Prioritizing hard-to-reach communities

With many communities facing barriers in access to care, the government took steps to ensure no one is left behind in the journey toward better health.

In 2016, leveraging its partnership with the GFF and the World Bank, the Government of Kenya led the development of a national investment framework as a road map for universal health coverage. The framework prioritized 20 counties, including Kajiado, whose residents rarely went to hospitals because they either lived too far away or could not afford the services. Each county designed its own health plan and  engaged with local leaders, youth advocates, and civil society representatives to understand the specific needs of underserved communities.

Counties also committed to increasing domestic resources for health: In 2021, nearly 80% of Kenya’s 48 counties allocated at least 30% of their budget to health, a massive jump from only 19% in 2015.

More domestic resources, complemented by financing from development partners, helped fund priority investments in each county. For example, Narok county opened more than 20 new health facilities and equipped them with what they most needed—new delivery beds, solar systems, and water tanks to ensure adequate supplies of electricity and water. This helped expand access: From 2014 to 2022, countywide births in institutions increased from 39 to 69% and vaccination among children under two years of age increased from 66 to 75%.

Narok also prioritized civil registration services to help remote households register child births. Through a pilot project supported by the GFF, agents were deployed to more than 20 communities. Within two months, almost 10,000 birth registrations were recorded and more than 8,000 birth certificates issued, a requirement for children to be able to access social benefits, including health care and education.

It is great having access to this facility because I don’t live far from it and the services are affordable,” says Naomi Negeo, a resident of Narok County.  In Naomi’s community, people had to travel for days to reach the nearest county hospital 100 kilometers away. But now, the renovated Leshuta Dispensary in Narok County has the capacity to serve over 15,000 people from nearby villages.

Reginah Keshe, a graduate of Kenya’s nurse training program, was deployed to the Leshuta Dispensary. The training equipped her with the knowledge to educate her community about good health practices.
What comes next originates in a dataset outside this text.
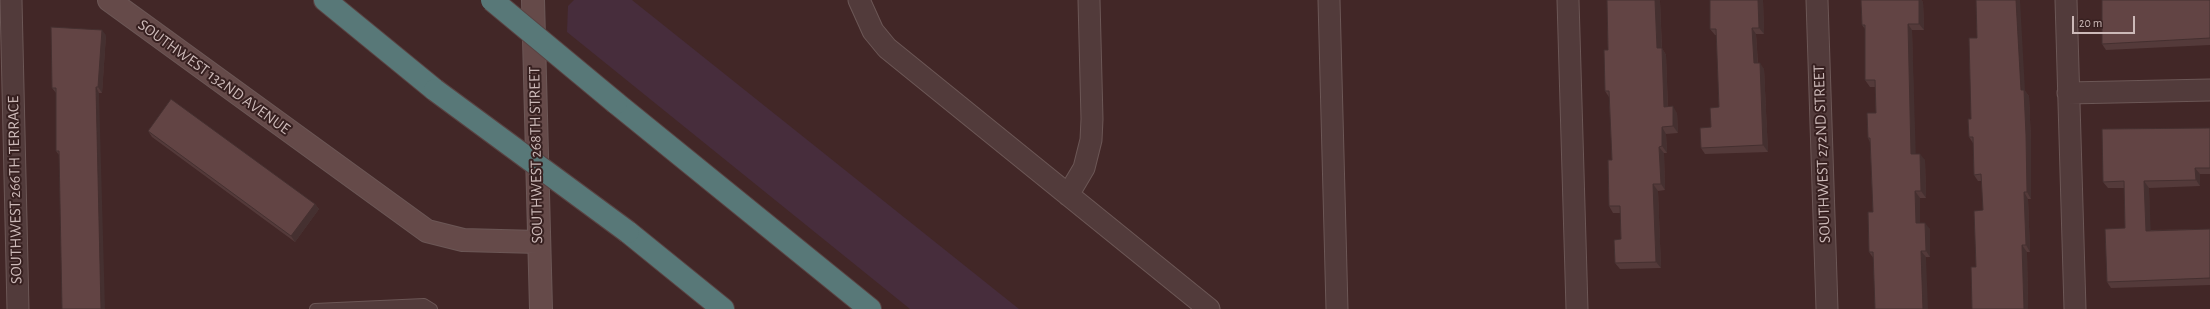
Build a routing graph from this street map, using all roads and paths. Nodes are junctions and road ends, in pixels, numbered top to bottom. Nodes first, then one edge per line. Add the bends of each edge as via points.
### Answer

Photo: Nansia Constantinou/GFF

Services have been adapted in ways to meet the needs of women, children, and adolescents. A special nurse training program, supported by the project, provides scholarships for nursing students selected from these communities and deploys the nurses in health centers with very few skilled professionals.

Continuing need to build on progress

The comprehensiveness of these efforts has helped transform communities. Now, fewer women are dying from complications associated with pregnancy or birth, more children are growing up strong and healthy, and fewer adolescent girls are giving birth.   

Between 2014 and 2022:

  • Under-five and infant mortality rates reduced by 21% and 18%, respectively.
  • Adolescent birth rate reduced by 24%
  • Under-five stunting reduced by 31%

Challenges remain, however, especially with stillbirths and neonatal and maternal mortality rates, which are still high. With sustained efforts and partner support, Kenya is committed to ensuring more lives can be saved and the right to health can be fully realized.